Description of the task
Every record below is to be restated verbatim, though its images are not.

Provided information
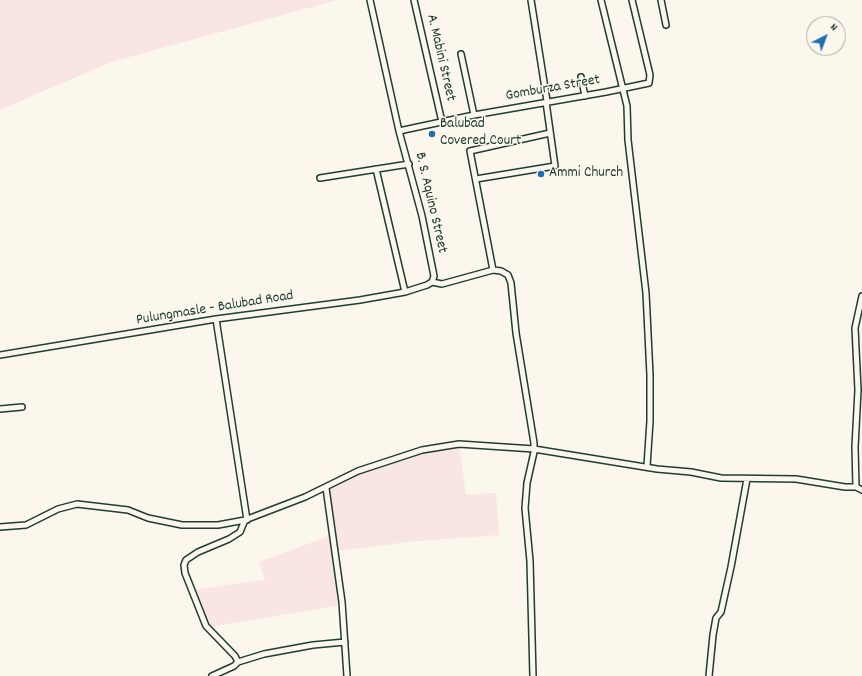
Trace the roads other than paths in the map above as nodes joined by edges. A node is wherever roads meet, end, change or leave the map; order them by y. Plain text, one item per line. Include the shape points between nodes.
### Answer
1 (370, 0) edge
2 (414, 0) edge
3 (531, 0) edge
4 (601, 0) edge
5 (632, 0) edge
6 (661, 0) edge
7 (666, 25) dead end
8 (461, 54) dead end
9 (581, 77) dead end
10 (622, 88) junction
11 (585, 96) junction
12 (546, 102) junction
13 (474, 115) junction
14 (442, 122) junction
15 (399, 131) junction
16 (550, 133) junction
17 (409, 164) junction
18 (376, 169) junction
19 (320, 178) dead end
20 (476, 180) junction
21 (493, 270) junction
22 (432, 282) junction
23 (405, 292) junction
24 (862, 296) edge
25 (216, 319) junction
26 (0, 355) edge
27 (22, 407) dead end
28 (0, 409) edge
29 (534, 449) junction
30 (647, 466) junction
31 (746, 478) junction
32 (856, 487) junction
33 (326, 488) junction
34 (862, 490) edge
35 (246, 520) junction
36 (0, 526) edge
37 (345, 642) junction
38 (238, 662) junction
39 (212, 676) edge
40 (347, 676) edge
41 (532, 676) edge
42 (709, 676) edge

1 - 15 street, B. S. Aquino Street
2 - 14 street, A. Mabini Street
3 - 12 street
4 - 10 street, Gomburza Street
5 - 10 street via 650,75 649,83
6 - 7 street
8 - 13 street
9 - 11 street
10 - 11 street, Gomburza Street
10 - 30 street via 627,106 628,140 646,293 650,382
11 - 12 street, Gomburza Street
12 - 13 street, Gomburza Street
12 - 16 street
13 - 14 street, Gomburza Street
14 - 15 street, Gomburza Street
15 - 17 street, B. S. Aquino Street
16 - 20 street via 470,151
16 - 20 street via 555,166
17 - 18 street
17 - 22 street, B. S. Aquino Street via 434,276
18 - 19 street
18 - 23 street
20 - 21 street
21 - 22 street, Pulungmasle - Balubad Road via 442,284
21 - 29 street via 508,275 511,283
22 - 23 street, Pulungmasle - Balubad Road
23 - 25 street, Pulungmasle - Balubad Road
24 - 32 street via 855,328 858,390
25 - 26 street, Pulungmasle - Balubad Road
25 - 35 street
27 - 28 street
29 - 30 street
29 - 33 street via 459,444 442,446 404,455 358,471
29 - 41 street via 525,508 530,561
30 - 31 street via 721,478
31 - 32 street via 796,479
31 - 42 street via 731,567 712,635
32 - 34 street
33 - 35 street
33 - 37 street via 338,567
35 - 36 street via 218,525 182,526 128,510 77,504 58,509 26,525
35 - 38 street via 240,532 198,552 186,560 184,565 206,626
37 - 38 street via 275,652
37 - 40 street
38 - 39 street

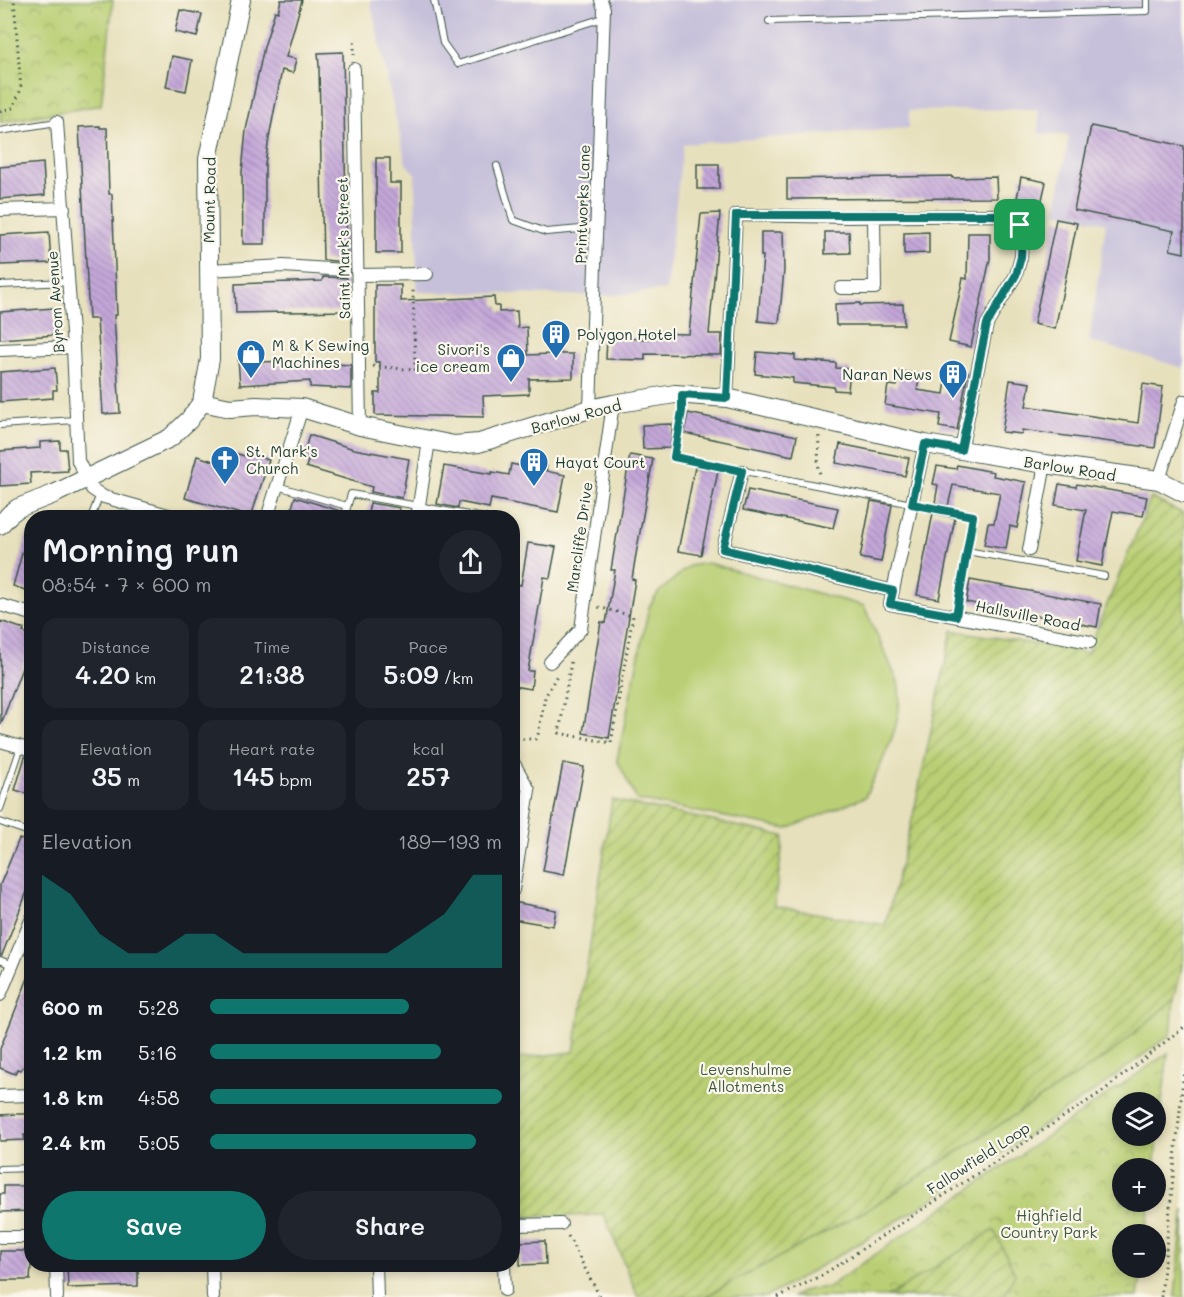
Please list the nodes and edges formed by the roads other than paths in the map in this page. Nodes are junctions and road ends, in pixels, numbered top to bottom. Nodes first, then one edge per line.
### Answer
1 (241, 0) edge
2 (434, 0) edge
3 (601, 0) edge
4 (1147, 0) edge
5 (603, 18) junction
6 (769, 21) dead end
7 (354, 69) dead end
8 (57, 122) joint
9 (0, 131) edge
10 (497, 166) dead end
11 (64, 208) junction
12 (0, 210) edge
13 (874, 216) junction
14 (596, 224) junction
15 (208, 270) junction
16 (344, 270) dead end
17 (427, 274) dead end
18 (358, 275) junction
19 (68, 282) junction
20 (0, 285) edge
21 (841, 288) dead end
22 (73, 347) junction
23 (0, 350) edge
24 (682, 395) junction
25 (727, 398) junction
26 (1184, 401) edge
27 (202, 402) junction
28 (613, 404) junction
29 (302, 408) junction
30 (590, 409) junction
31 (75, 420) junction
32 (0, 425) edge
33 (360, 426) junction
34 (429, 441) junction
35 (925, 444) junction
36 (961, 450) junction
37 (1045, 464) junction
38 (742, 471) junction
39 (87, 479) junction
40 (1159, 480) junction
41 (277, 486) junction
42 (1184, 493) edge
43 (99, 494) junction
44 (912, 504) junction
45 (347, 506) junction
46 (94, 510) edge
47 (150, 510) edge
48 (270, 510) edge
49 (346, 510) edge
50 (414, 510) edge
51 (418, 510) edge
52 (0, 523) edge
53 (1029, 550) dead end
54 (967, 551) junction
55 (1104, 576) dead end
56 (893, 591) junction
57 (0, 605) edge
58 (24, 612) edge
59 (956, 616) junction
60 (1090, 642) dead end
61 (554, 658) road end
62 (0, 741) edge
63 (24, 747) edge
64 (24, 753) edge
65 (520, 774) edge
66 (0, 809) edge
67 (0, 822) edge
68 (24, 830) edge
69 (520, 846) edge
70 (24, 937) edge
71 (0, 960) edge
72 (12, 965) junction
73 (0, 995) edge
74 (24, 1095) edge
75 (0, 1096) edge
76 (24, 1168) edge
77 (0, 1169) edge
78 (561, 1224) road end
79 (520, 1225) edge
80 (0, 1237) edge
81 (24, 1237) edge
82 (56, 1272) edge
83 (212, 1272) edge
84 (376, 1272) edge
85 (504, 1272) edge
86 (505, 1290) dead end
87 (57, 1297) edge
88 (213, 1297) edge
89 (377, 1297) edge

1 - 15 street, Mount Road
2 - 5 lane
3 - 5 street, Printworks Lane
4 - 6 lane
5 - 14 street, Printworks Lane
7 - 18 street, Saint Mark's Street
8 - 9 lane
8 - 11 street, Byrom Avenue
10 - 14 lane
11 - 12 street
11 - 19 street, Byrom Avenue
13 - 21 street
13 - 25 street
13 - 36 street
14 - 30 street, Printworks Lane
15 - 16 street
15 - 27 street, Mount Road
17 - 18 street
18 - 33 street, Saint Mark's Street
19 - 20 lane
19 - 22 street, Byrom Avenue
22 - 23 street
22 - 31 street, Byrom Avenue
24 - 25 street, Barlow Road
24 - 28 street, Barlow Road
24 - 38 lane
25 - 35 street, Barlow Road
26 - 40 street
27 - 29 street, Barlow Road
27 - 39 street
28 - 30 street, Barlow Road
28 - 61 street, Marcliffe Drive
29 - 33 street, Barlow Road
29 - 41 street
30 - 34 street, Barlow Road
31 - 32 lane
31 - 39 street, Byrom Avenue
33 - 34 street, Barlow Road
34 - 51 street
35 - 36 street, Barlow Road
35 - 44 street
36 - 37 street, Barlow Road
37 - 40 street, Barlow Road
37 - 53 street
38 - 44 lane
38 - 56 street
39 - 43 street, Byrom Avenue
39 - 52 street
40 - 42 street, Barlow Road
41 - 45 lane
41 - 48 street
43 - 46 lane
43 - 47 street
44 - 54 lane
44 - 56 street
45 - 49 lane
45 - 50 lane
54 - 55 lane
54 - 59 lane
56 - 59 street, Hallsville Road
57 - 58 street
59 - 60 street, Hallsville Road
62 - 63 street
64 - 66 lane
65 - 69 street
67 - 68 lane
70 - 72 street
71 - 72 lane
72 - 73 street
74 - 75 street
76 - 77 lane
78 - 79 street
80 - 81 street
82 - 87 street
83 - 88 street
84 - 89 street
85 - 86 street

Task answer
Trace the roads other than paths in the map above as nodes joined by edges. A node is wherever roads meet, end, change or leave the map; order them by y. Plain text, one item per line. Include the shape points between nodes.
### Answer
1 (370, 0) edge
2 (414, 0) edge
3 (531, 0) edge
4 (601, 0) edge
5 (632, 0) edge
6 (661, 0) edge
7 (666, 25) dead end
8 (461, 54) dead end
9 (581, 77) dead end
10 (622, 88) junction
11 (585, 96) junction
12 (546, 102) junction
13 (474, 115) junction
14 (442, 122) junction
15 (399, 131) junction
16 (550, 133) junction
17 (409, 164) junction
18 (376, 169) junction
19 (320, 178) dead end
20 (476, 180) junction
21 (493, 270) junction
22 (432, 282) junction
23 (405, 292) junction
24 (862, 296) edge
25 (216, 319) junction
26 (0, 355) edge
27 (22, 407) dead end
28 (0, 409) edge
29 (534, 449) junction
30 (647, 466) junction
31 (746, 478) junction
32 (856, 487) junction
33 (326, 488) junction
34 (862, 490) edge
35 (246, 520) junction
36 (0, 526) edge
37 (345, 642) junction
38 (238, 662) junction
39 (212, 676) edge
40 (347, 676) edge
41 (532, 676) edge
42 (709, 676) edge

1 - 15 street, B. S. Aquino Street
2 - 14 street, A. Mabini Street
3 - 12 street
4 - 10 street, Gomburza Street
5 - 10 street via 650,75 649,83
6 - 7 street
8 - 13 street
9 - 11 street
10 - 11 street, Gomburza Street
10 - 30 street via 627,106 628,140 646,293 650,382
11 - 12 street, Gomburza Street
12 - 13 street, Gomburza Street
12 - 16 street
13 - 14 street, Gomburza Street
14 - 15 street, Gomburza Street
15 - 17 street, B. S. Aquino Street
16 - 20 street via 470,151
16 - 20 street via 555,166
17 - 18 street
17 - 22 street, B. S. Aquino Street via 434,276
18 - 19 street
18 - 23 street
20 - 21 street
21 - 22 street, Pulungmasle - Balubad Road via 442,284
21 - 29 street via 508,275 511,283
22 - 23 street, Pulungmasle - Balubad Road
23 - 25 street, Pulungmasle - Balubad Road
24 - 32 street via 855,328 858,390
25 - 26 street, Pulungmasle - Balubad Road
25 - 35 street
27 - 28 street
29 - 30 street
29 - 33 street via 459,444 442,446 404,455 358,471
29 - 41 street via 525,508 530,561
30 - 31 street via 721,478
31 - 32 street via 796,479
31 - 42 street via 731,567 712,635
32 - 34 street
33 - 35 street
33 - 37 street via 338,567
35 - 36 street via 218,525 182,526 128,510 77,504 58,509 26,525
35 - 38 street via 240,532 198,552 186,560 184,565 206,626
37 - 38 street via 275,652
37 - 40 street
38 - 39 street

Please list the nodes and edges formed by the roads other than paths in the map in this page. Nodes are junctions and road ends, in pixels, numbered top to bottom. Nodes first, then one edge per line.
### Answer
1 (241, 0) edge
2 (434, 0) edge
3 (601, 0) edge
4 (1147, 0) edge
5 (603, 18) junction
6 (769, 21) dead end
7 (354, 69) dead end
8 (57, 122) joint
9 (0, 131) edge
10 (497, 166) dead end
11 (64, 208) junction
12 (0, 210) edge
13 (874, 216) junction
14 (596, 224) junction
15 (208, 270) junction
16 (344, 270) dead end
17 (427, 274) dead end
18 (358, 275) junction
19 (68, 282) junction
20 (0, 285) edge
21 (841, 288) dead end
22 (73, 347) junction
23 (0, 350) edge
24 (682, 395) junction
25 (727, 398) junction
26 (1184, 401) edge
27 (202, 402) junction
28 (613, 404) junction
29 (302, 408) junction
30 (590, 409) junction
31 (75, 420) junction
32 (0, 425) edge
33 (360, 426) junction
34 (429, 441) junction
35 (925, 444) junction
36 (961, 450) junction
37 (1045, 464) junction
38 (742, 471) junction
39 (87, 479) junction
40 (1159, 480) junction
41 (277, 486) junction
42 (1184, 493) edge
43 (99, 494) junction
44 (912, 504) junction
45 (347, 506) junction
46 (94, 510) edge
47 (150, 510) edge
48 (270, 510) edge
49 (346, 510) edge
50 (414, 510) edge
51 (418, 510) edge
52 (0, 523) edge
53 (1029, 550) dead end
54 (967, 551) junction
55 (1104, 576) dead end
56 (893, 591) junction
57 (0, 605) edge
58 (24, 612) edge
59 (956, 616) junction
60 (1090, 642) dead end
61 (554, 658) road end
62 (0, 741) edge
63 (24, 747) edge
64 (24, 753) edge
65 (520, 774) edge
66 (0, 809) edge
67 (0, 822) edge
68 (24, 830) edge
69 (520, 846) edge
70 (24, 937) edge
71 (0, 960) edge
72 (12, 965) junction
73 (0, 995) edge
74 (24, 1095) edge
75 (0, 1096) edge
76 (24, 1168) edge
77 (0, 1169) edge
78 (561, 1224) road end
79 (520, 1225) edge
80 (0, 1237) edge
81 (24, 1237) edge
82 (56, 1272) edge
83 (212, 1272) edge
84 (376, 1272) edge
85 (504, 1272) edge
86 (505, 1290) dead end
87 (57, 1297) edge
88 (213, 1297) edge
89 (377, 1297) edge

1 - 15 street, Mount Road
2 - 5 lane
3 - 5 street, Printworks Lane
4 - 6 lane
5 - 14 street, Printworks Lane
7 - 18 street, Saint Mark's Street
8 - 9 lane
8 - 11 street, Byrom Avenue
10 - 14 lane
11 - 12 street
11 - 19 street, Byrom Avenue
13 - 21 street
13 - 25 street
13 - 36 street
14 - 30 street, Printworks Lane
15 - 16 street
15 - 27 street, Mount Road
17 - 18 street
18 - 33 street, Saint Mark's Street
19 - 20 lane
19 - 22 street, Byrom Avenue
22 - 23 street
22 - 31 street, Byrom Avenue
24 - 25 street, Barlow Road
24 - 28 street, Barlow Road
24 - 38 lane
25 - 35 street, Barlow Road
26 - 40 street
27 - 29 street, Barlow Road
27 - 39 street
28 - 30 street, Barlow Road
28 - 61 street, Marcliffe Drive
29 - 33 street, Barlow Road
29 - 41 street
30 - 34 street, Barlow Road
31 - 32 lane
31 - 39 street, Byrom Avenue
33 - 34 street, Barlow Road
34 - 51 street
35 - 36 street, Barlow Road
35 - 44 street
36 - 37 street, Barlow Road
37 - 40 street, Barlow Road
37 - 53 street
38 - 44 lane
38 - 56 street
39 - 43 street, Byrom Avenue
39 - 52 street
40 - 42 street, Barlow Road
41 - 45 lane
41 - 48 street
43 - 46 lane
43 - 47 street
44 - 54 lane
44 - 56 street
45 - 49 lane
45 - 50 lane
54 - 55 lane
54 - 59 lane
56 - 59 street, Hallsville Road
57 - 58 street
59 - 60 street, Hallsville Road
62 - 63 street
64 - 66 lane
65 - 69 street
67 - 68 lane
70 - 72 street
71 - 72 lane
72 - 73 street
74 - 75 street
76 - 77 lane
78 - 79 street
80 - 81 street
82 - 87 street
83 - 88 street
84 - 89 street
85 - 86 street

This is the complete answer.